**Work to be completed:** Copy the lines below, word for word, from the first through the line containing "Extract the road". Leave the pictures out.

Data records

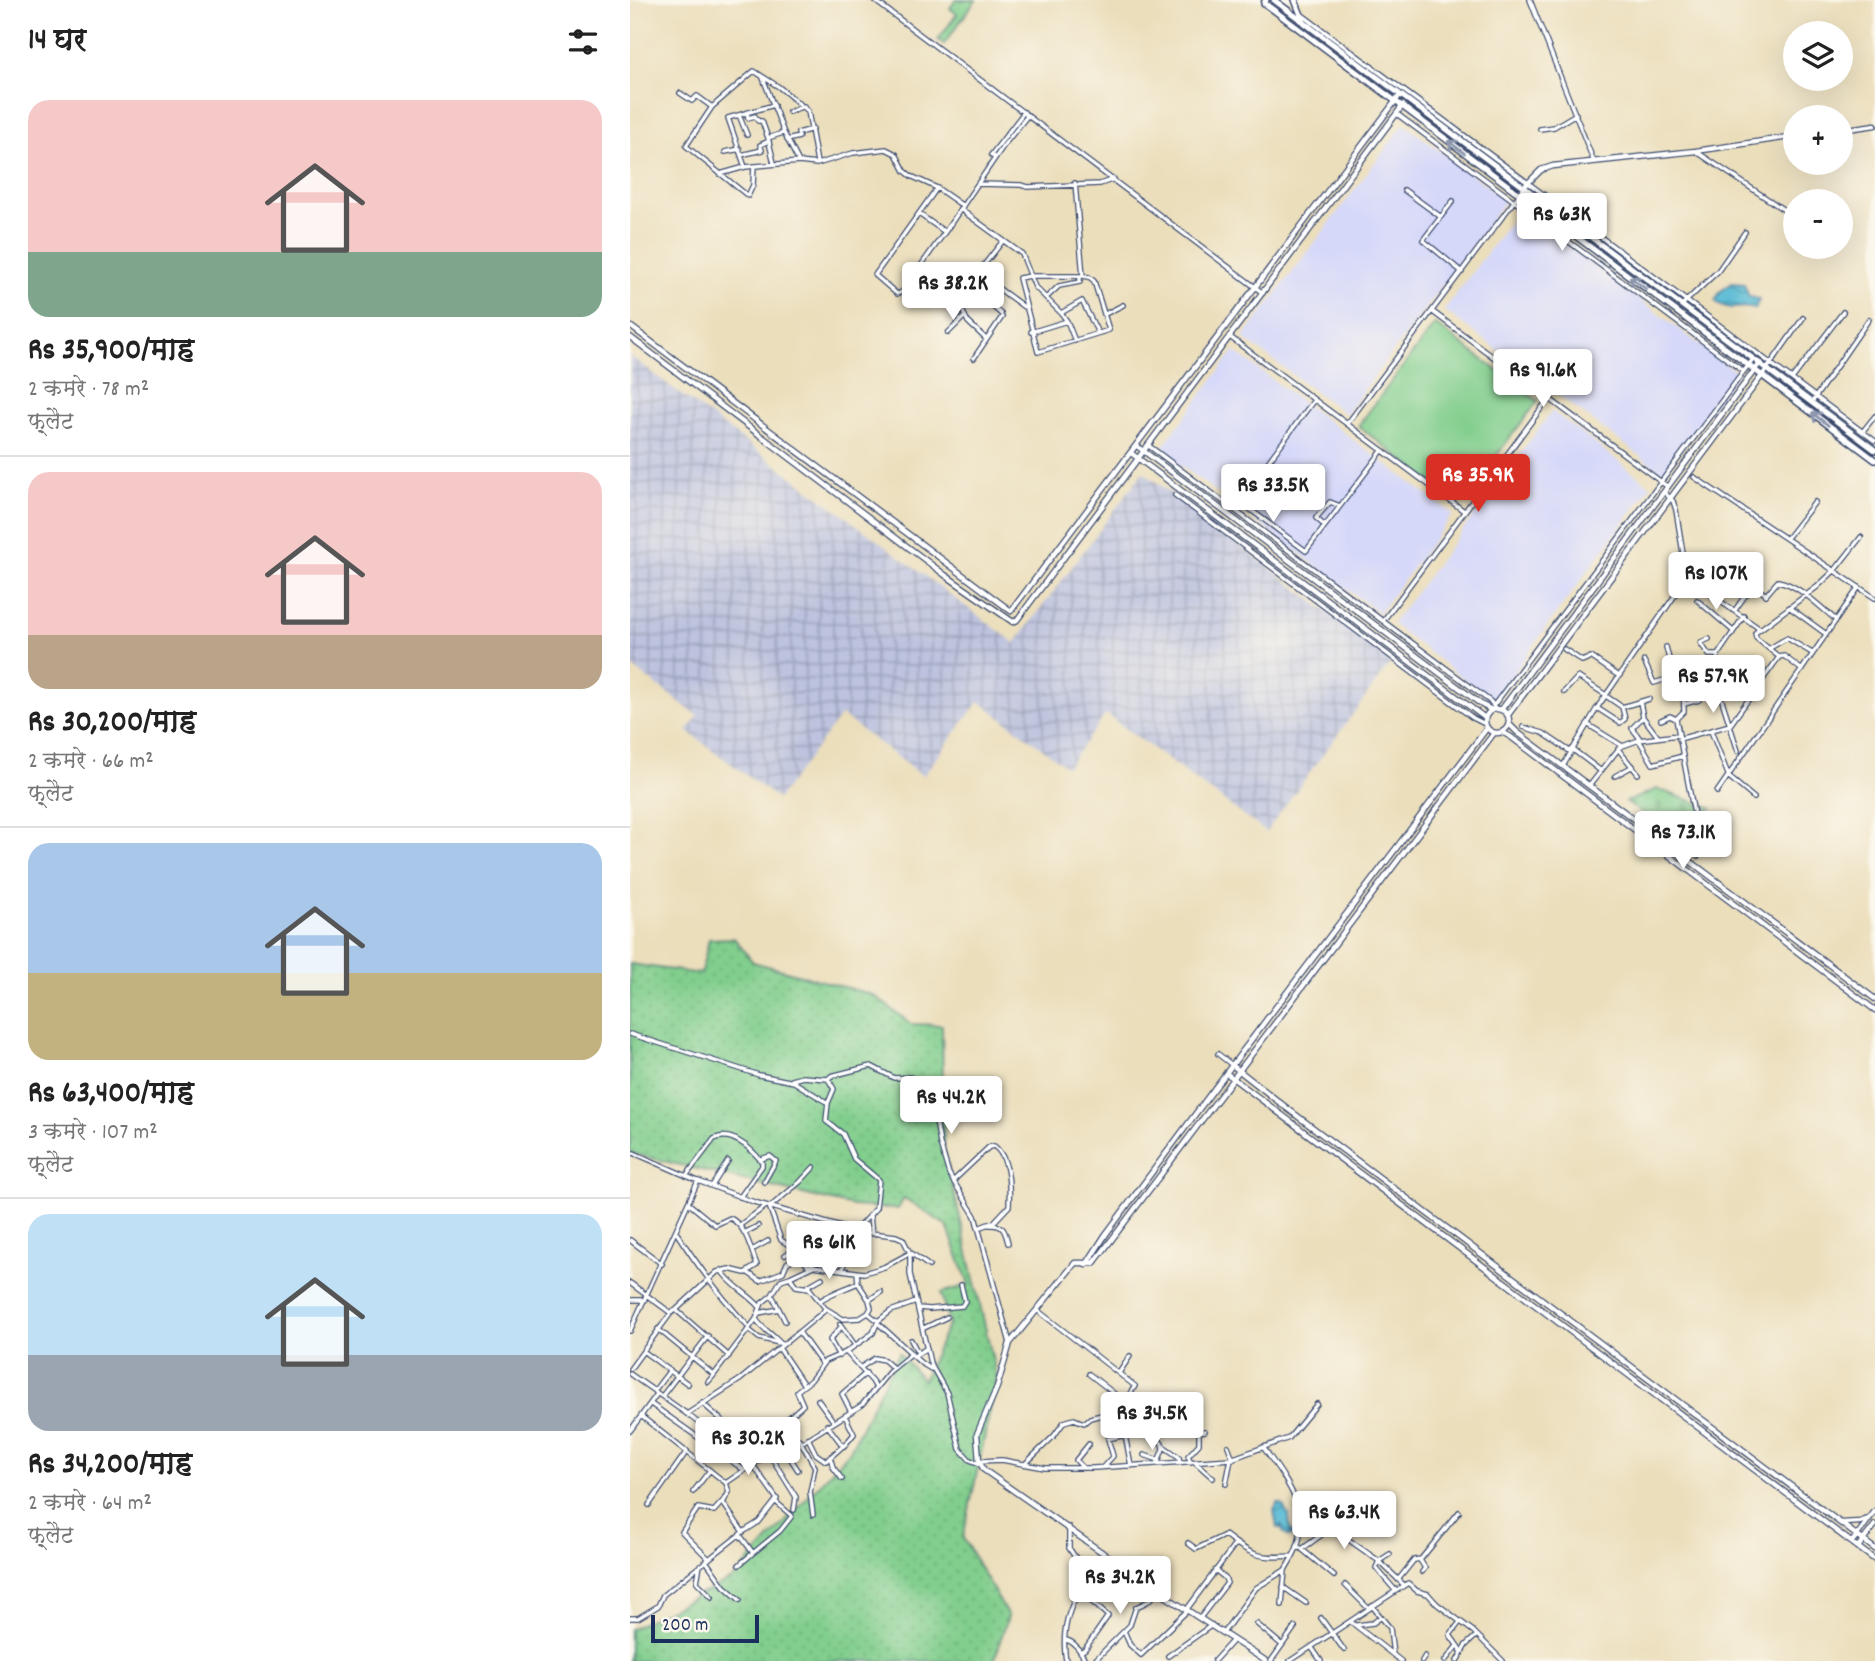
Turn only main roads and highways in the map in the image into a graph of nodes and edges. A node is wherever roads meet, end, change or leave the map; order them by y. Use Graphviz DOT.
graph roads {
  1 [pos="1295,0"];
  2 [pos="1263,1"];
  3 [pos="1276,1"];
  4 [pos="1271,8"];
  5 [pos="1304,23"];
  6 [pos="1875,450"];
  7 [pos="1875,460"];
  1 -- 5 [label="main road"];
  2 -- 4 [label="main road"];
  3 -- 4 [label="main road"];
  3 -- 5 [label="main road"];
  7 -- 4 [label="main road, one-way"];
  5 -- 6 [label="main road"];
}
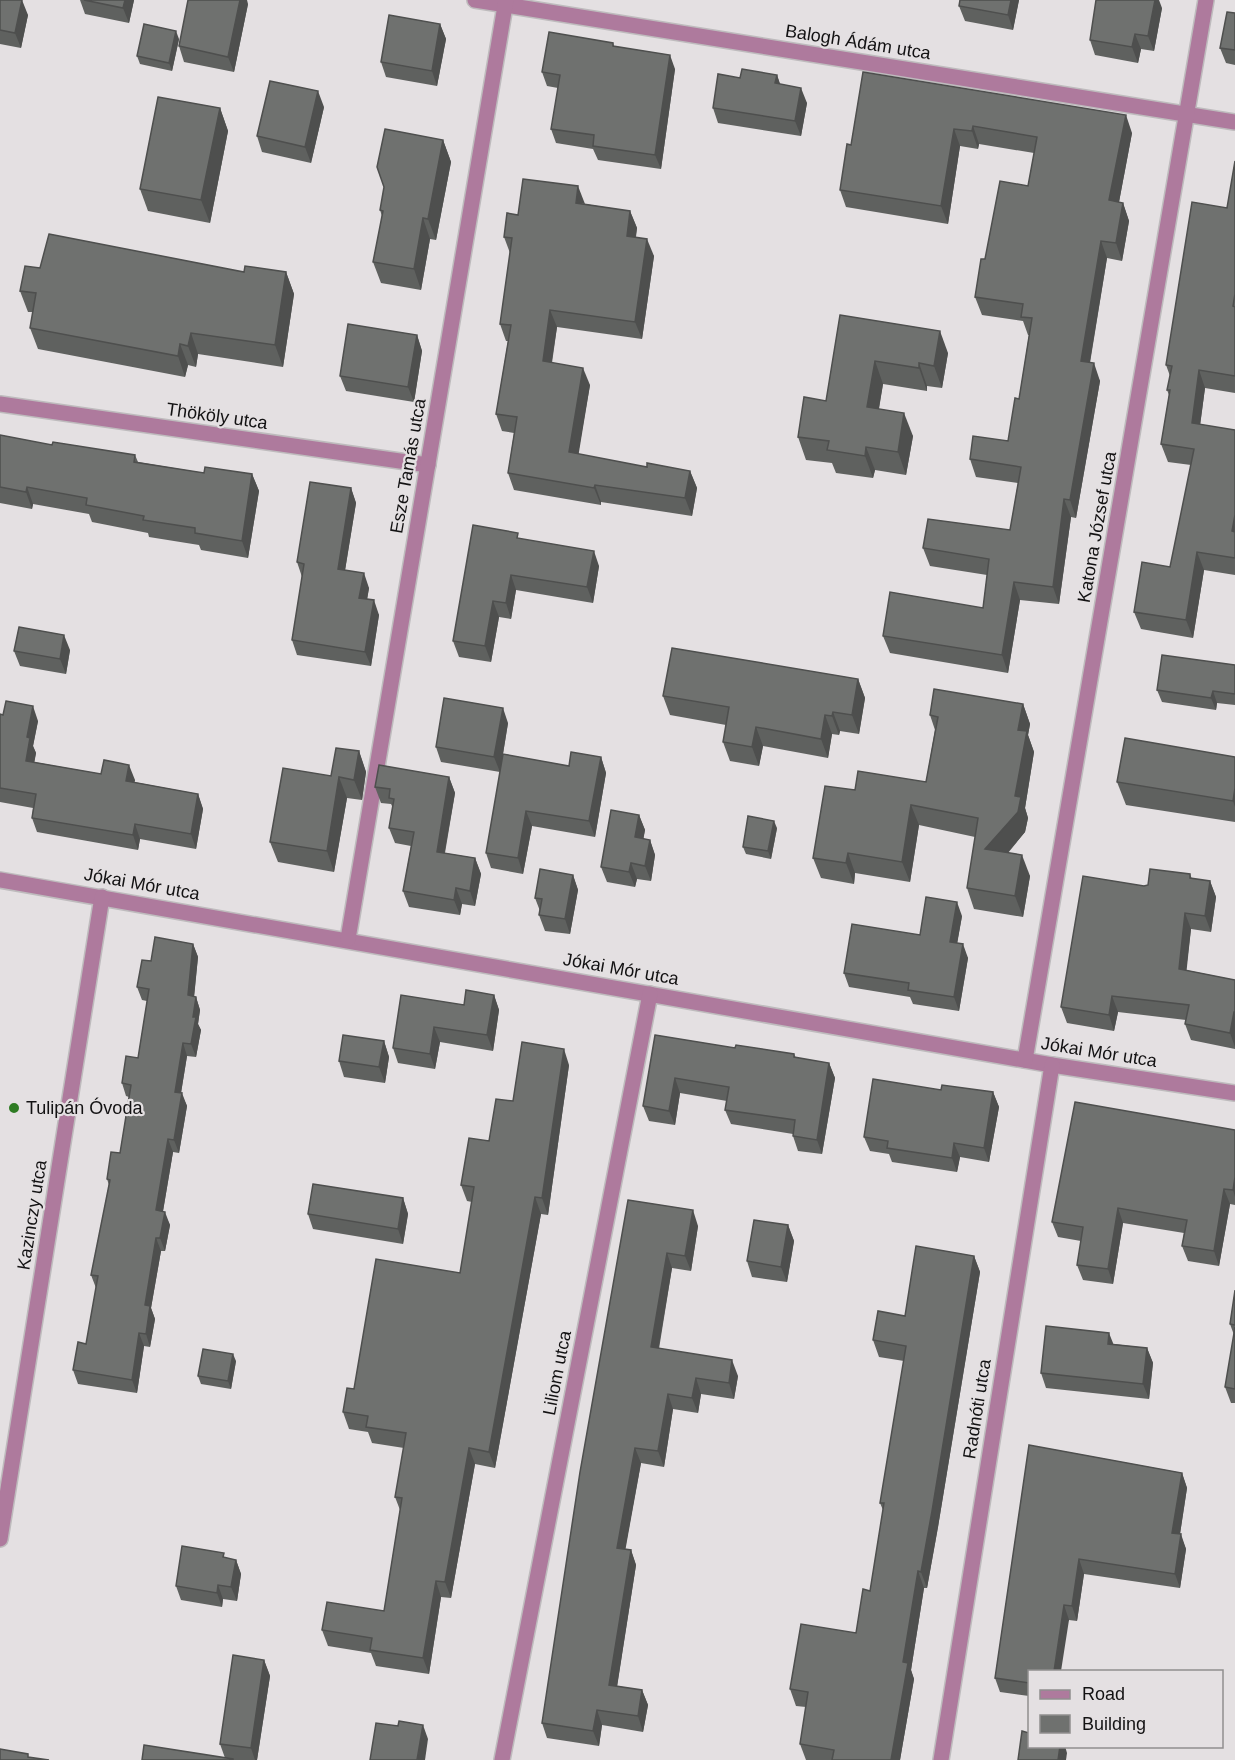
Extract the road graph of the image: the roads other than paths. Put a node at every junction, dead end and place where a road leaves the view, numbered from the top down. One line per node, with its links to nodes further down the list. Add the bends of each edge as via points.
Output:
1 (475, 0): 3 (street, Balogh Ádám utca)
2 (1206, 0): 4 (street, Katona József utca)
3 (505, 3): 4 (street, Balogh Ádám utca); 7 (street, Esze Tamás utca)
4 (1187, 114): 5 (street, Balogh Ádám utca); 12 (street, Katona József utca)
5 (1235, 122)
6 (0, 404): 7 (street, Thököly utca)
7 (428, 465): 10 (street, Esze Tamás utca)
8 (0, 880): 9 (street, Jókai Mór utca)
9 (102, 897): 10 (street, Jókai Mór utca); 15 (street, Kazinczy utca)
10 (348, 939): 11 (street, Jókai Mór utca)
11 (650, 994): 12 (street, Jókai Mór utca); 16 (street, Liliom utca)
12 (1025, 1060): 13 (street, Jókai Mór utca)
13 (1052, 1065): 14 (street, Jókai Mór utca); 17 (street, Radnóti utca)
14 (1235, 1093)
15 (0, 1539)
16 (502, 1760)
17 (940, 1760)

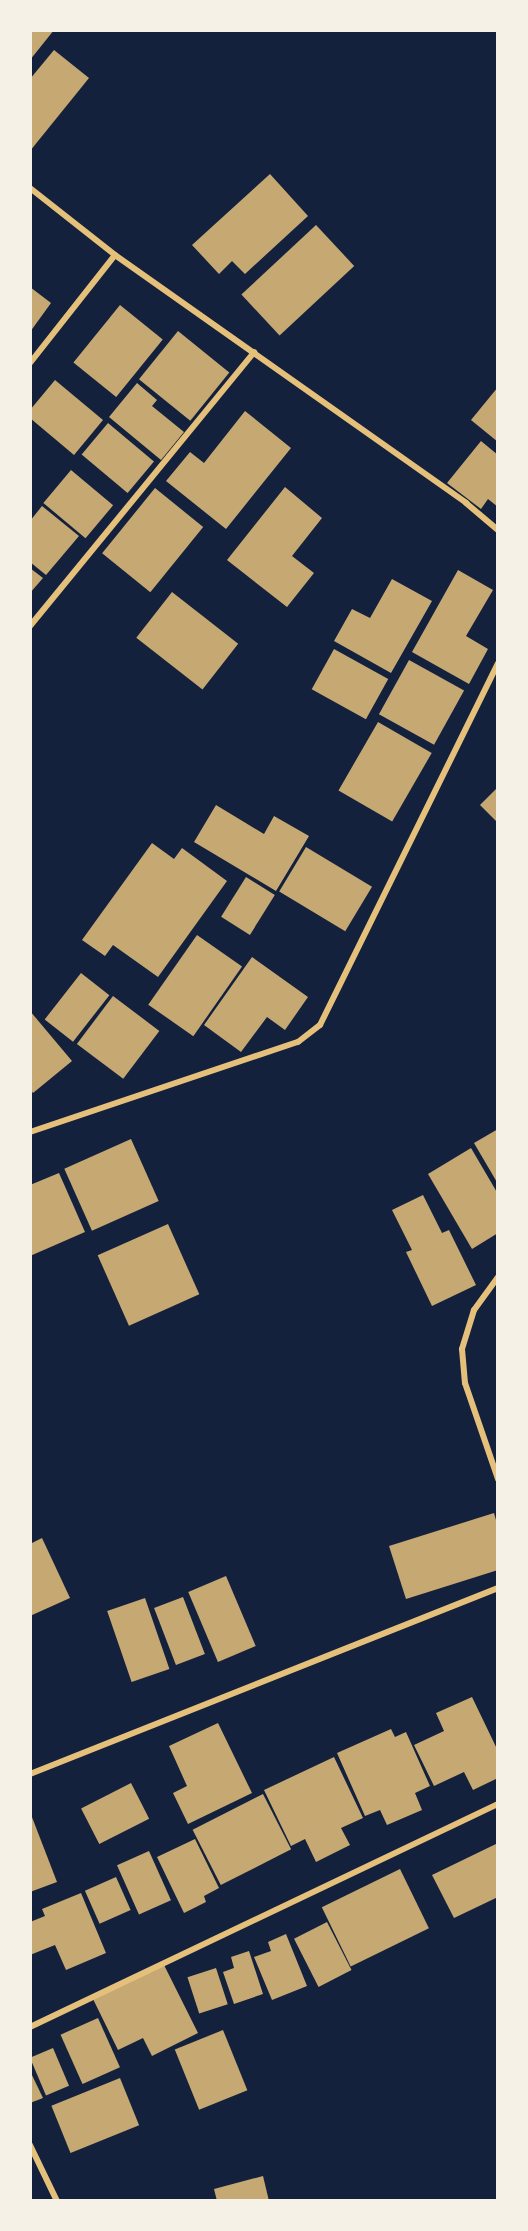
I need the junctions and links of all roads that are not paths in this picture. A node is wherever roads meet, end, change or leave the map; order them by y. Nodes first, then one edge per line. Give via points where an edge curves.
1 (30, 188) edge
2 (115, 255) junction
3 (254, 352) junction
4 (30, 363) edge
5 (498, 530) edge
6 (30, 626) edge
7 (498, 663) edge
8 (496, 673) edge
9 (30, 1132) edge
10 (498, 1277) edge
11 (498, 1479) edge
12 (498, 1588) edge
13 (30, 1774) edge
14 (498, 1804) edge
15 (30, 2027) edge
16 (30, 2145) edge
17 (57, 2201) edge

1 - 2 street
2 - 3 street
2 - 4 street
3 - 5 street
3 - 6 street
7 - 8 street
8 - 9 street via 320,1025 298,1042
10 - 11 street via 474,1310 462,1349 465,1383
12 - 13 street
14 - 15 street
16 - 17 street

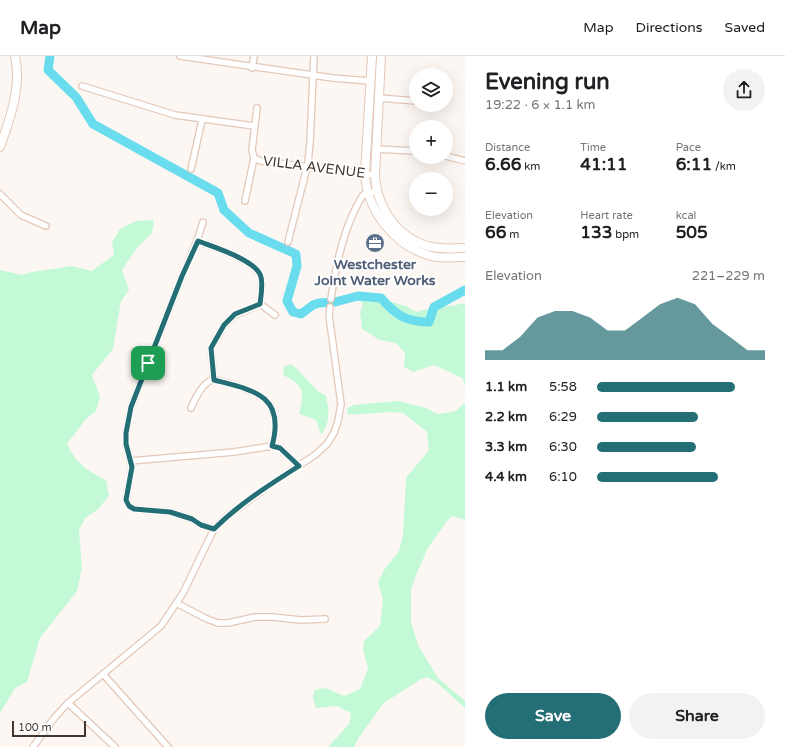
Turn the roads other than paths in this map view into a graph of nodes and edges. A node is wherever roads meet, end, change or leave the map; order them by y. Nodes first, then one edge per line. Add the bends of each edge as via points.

**Task solution:**
Turn only main roads and highways in the map in the image into a graph of nodes and edges. A node is wherever roads meet, end, change or leave the map; order them by y. Use Graphviz DOT.
graph roads {
  1 [pos="1295,0"];
  2 [pos="1263,1"];
  3 [pos="1276,1"];
  4 [pos="1271,8"];
  5 [pos="1304,23"];
  6 [pos="1875,450"];
  7 [pos="1875,460"];
  1 -- 5 [label="main road"];
  2 -- 4 [label="main road"];
  3 -- 4 [label="main road"];
  3 -- 5 [label="main road"];
  7 -- 4 [label="main road, one-way"];
  5 -- 6 [label="main road"];
}
Extract the road graph of the image: the roads other than paths. Put a node at every junction, dead end and place where a road leaves the view, numbered from the top down. One line per node, with its links to nodes further down the list. Add the bends of each edge as via points.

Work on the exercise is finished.